[Collected data]
##############################

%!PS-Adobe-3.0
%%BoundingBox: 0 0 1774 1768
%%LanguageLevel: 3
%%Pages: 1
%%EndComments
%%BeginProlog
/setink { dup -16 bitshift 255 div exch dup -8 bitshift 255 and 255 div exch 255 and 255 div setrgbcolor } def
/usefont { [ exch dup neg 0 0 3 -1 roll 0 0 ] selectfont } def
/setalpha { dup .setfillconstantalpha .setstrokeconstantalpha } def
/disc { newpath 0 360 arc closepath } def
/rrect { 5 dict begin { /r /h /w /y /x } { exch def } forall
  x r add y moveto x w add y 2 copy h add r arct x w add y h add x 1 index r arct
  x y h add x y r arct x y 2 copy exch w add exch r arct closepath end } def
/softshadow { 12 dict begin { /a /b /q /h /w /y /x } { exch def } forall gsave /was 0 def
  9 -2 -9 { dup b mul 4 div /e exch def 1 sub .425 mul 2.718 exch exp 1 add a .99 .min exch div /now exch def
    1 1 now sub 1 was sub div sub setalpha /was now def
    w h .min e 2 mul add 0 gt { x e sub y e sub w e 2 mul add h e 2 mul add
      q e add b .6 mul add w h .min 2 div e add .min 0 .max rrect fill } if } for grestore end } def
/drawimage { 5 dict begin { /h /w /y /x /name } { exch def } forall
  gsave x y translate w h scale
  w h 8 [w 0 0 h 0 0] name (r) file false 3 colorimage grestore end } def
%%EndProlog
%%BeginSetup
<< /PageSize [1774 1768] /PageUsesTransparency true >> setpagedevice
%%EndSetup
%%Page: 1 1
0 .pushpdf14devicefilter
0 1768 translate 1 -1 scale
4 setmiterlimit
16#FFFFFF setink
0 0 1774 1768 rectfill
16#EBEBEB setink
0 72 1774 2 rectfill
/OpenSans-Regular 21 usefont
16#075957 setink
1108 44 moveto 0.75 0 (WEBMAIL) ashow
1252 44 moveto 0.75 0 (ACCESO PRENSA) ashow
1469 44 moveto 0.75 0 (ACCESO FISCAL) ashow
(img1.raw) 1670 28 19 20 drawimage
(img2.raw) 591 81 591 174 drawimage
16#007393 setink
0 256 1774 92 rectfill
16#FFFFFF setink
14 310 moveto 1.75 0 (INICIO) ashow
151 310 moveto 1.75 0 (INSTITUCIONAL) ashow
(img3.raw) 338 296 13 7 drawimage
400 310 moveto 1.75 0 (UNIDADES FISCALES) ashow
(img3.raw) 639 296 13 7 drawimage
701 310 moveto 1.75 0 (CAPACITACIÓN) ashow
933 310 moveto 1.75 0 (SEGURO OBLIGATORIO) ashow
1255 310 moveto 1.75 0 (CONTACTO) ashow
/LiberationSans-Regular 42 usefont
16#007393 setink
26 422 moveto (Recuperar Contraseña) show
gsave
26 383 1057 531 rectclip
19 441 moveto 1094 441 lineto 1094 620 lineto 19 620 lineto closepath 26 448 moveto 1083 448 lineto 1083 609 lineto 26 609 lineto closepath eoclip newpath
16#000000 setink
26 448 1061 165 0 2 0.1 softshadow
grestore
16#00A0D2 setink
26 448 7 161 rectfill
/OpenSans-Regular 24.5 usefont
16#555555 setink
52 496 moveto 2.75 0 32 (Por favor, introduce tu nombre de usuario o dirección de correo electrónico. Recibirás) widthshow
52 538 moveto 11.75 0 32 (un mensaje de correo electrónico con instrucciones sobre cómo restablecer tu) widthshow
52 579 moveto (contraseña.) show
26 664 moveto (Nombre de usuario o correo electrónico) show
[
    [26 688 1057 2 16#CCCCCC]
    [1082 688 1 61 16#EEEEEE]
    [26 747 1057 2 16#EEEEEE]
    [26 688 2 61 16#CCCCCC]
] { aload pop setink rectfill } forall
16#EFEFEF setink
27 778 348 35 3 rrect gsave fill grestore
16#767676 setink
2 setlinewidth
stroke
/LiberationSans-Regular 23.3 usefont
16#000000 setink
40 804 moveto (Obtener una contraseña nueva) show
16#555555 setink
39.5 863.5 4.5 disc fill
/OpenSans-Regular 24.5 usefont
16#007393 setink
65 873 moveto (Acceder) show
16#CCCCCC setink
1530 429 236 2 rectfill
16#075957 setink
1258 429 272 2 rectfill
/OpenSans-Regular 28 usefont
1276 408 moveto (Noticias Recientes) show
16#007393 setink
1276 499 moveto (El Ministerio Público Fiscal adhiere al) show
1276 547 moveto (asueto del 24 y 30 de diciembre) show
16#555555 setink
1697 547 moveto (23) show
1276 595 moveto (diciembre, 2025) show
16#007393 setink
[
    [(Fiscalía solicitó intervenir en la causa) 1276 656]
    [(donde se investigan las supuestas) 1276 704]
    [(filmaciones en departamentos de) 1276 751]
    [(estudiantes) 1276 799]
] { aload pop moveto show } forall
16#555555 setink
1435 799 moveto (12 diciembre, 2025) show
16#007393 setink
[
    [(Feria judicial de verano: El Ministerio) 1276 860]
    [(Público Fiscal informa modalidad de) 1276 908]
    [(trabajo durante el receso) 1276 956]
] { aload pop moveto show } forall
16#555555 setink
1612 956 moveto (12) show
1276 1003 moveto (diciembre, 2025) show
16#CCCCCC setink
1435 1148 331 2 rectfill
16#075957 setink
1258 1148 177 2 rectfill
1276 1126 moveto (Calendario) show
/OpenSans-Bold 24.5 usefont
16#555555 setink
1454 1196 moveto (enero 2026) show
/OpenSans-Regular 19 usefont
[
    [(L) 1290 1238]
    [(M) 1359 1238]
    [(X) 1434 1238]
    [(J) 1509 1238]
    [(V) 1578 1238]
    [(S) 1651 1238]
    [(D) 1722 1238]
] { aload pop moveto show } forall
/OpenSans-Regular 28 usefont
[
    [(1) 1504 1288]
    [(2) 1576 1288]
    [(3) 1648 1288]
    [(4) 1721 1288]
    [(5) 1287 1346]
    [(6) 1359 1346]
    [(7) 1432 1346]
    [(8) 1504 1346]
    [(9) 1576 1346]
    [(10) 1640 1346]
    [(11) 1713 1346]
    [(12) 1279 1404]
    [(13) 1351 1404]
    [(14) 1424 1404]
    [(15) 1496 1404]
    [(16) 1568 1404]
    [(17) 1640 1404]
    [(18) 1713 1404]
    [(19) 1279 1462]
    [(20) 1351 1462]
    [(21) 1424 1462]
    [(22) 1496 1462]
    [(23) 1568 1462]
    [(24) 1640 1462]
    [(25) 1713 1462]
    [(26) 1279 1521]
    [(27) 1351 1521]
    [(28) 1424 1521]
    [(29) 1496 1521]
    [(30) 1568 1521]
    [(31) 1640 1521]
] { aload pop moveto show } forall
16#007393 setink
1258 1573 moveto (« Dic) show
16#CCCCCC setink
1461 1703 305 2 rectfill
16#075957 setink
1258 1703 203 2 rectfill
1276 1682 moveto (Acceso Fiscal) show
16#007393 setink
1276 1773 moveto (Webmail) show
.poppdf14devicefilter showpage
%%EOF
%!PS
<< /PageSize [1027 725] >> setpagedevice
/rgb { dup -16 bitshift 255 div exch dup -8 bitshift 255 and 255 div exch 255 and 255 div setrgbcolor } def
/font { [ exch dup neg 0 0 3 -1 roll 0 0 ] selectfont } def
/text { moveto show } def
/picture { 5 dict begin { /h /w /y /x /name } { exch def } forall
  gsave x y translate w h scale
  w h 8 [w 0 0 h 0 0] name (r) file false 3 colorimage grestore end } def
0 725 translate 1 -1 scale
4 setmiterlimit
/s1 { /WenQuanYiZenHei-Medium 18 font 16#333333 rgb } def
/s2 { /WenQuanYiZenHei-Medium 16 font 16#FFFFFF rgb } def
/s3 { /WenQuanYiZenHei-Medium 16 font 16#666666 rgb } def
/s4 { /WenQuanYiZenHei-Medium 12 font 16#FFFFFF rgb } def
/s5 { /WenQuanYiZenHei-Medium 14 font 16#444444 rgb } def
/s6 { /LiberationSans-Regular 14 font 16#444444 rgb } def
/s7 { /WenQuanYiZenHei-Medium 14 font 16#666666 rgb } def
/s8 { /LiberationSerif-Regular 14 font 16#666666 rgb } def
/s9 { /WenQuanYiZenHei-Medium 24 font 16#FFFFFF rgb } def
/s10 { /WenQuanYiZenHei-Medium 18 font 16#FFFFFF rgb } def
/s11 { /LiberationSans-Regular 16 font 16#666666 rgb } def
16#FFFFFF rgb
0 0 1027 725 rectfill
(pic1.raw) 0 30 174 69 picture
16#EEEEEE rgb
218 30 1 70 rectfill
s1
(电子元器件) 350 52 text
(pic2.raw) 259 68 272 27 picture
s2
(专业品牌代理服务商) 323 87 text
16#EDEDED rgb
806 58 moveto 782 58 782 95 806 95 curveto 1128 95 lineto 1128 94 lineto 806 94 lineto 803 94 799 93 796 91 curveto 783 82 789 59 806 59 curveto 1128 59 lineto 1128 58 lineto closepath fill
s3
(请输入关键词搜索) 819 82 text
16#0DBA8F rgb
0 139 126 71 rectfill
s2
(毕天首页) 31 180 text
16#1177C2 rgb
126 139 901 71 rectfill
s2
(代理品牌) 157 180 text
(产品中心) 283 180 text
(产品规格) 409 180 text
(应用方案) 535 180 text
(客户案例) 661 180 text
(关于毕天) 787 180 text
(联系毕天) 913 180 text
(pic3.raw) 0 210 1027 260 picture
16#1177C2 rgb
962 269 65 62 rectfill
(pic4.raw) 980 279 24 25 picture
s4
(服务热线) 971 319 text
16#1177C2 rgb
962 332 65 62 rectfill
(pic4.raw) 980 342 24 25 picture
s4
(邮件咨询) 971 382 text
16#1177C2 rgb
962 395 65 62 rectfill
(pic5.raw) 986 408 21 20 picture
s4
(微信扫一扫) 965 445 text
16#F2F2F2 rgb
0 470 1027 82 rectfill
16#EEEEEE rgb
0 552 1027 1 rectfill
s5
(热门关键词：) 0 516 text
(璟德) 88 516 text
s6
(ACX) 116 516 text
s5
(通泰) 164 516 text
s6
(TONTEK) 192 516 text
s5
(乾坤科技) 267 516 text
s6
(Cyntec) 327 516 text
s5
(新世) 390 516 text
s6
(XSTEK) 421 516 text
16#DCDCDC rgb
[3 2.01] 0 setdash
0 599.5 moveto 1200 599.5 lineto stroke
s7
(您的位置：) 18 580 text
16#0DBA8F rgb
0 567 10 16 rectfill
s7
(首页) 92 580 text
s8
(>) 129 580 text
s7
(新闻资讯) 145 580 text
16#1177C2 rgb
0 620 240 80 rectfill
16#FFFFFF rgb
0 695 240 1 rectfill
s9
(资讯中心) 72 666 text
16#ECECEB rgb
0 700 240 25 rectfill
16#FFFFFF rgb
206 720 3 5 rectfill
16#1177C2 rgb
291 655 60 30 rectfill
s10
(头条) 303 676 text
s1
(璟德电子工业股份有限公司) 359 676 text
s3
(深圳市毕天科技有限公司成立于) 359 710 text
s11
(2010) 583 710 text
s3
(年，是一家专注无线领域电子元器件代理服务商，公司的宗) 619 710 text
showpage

##############################

▸ YOUR GOAL: Where a line above contains the word "copy", show that line.

▸ PROBLEM SOLUTION:
  x r add y moveto x w add y 2 copy h add r arct x w add y h add x 1 index r arct
  x y h add x y r arct x y 2 copy exch w add exch r arct closepath end } def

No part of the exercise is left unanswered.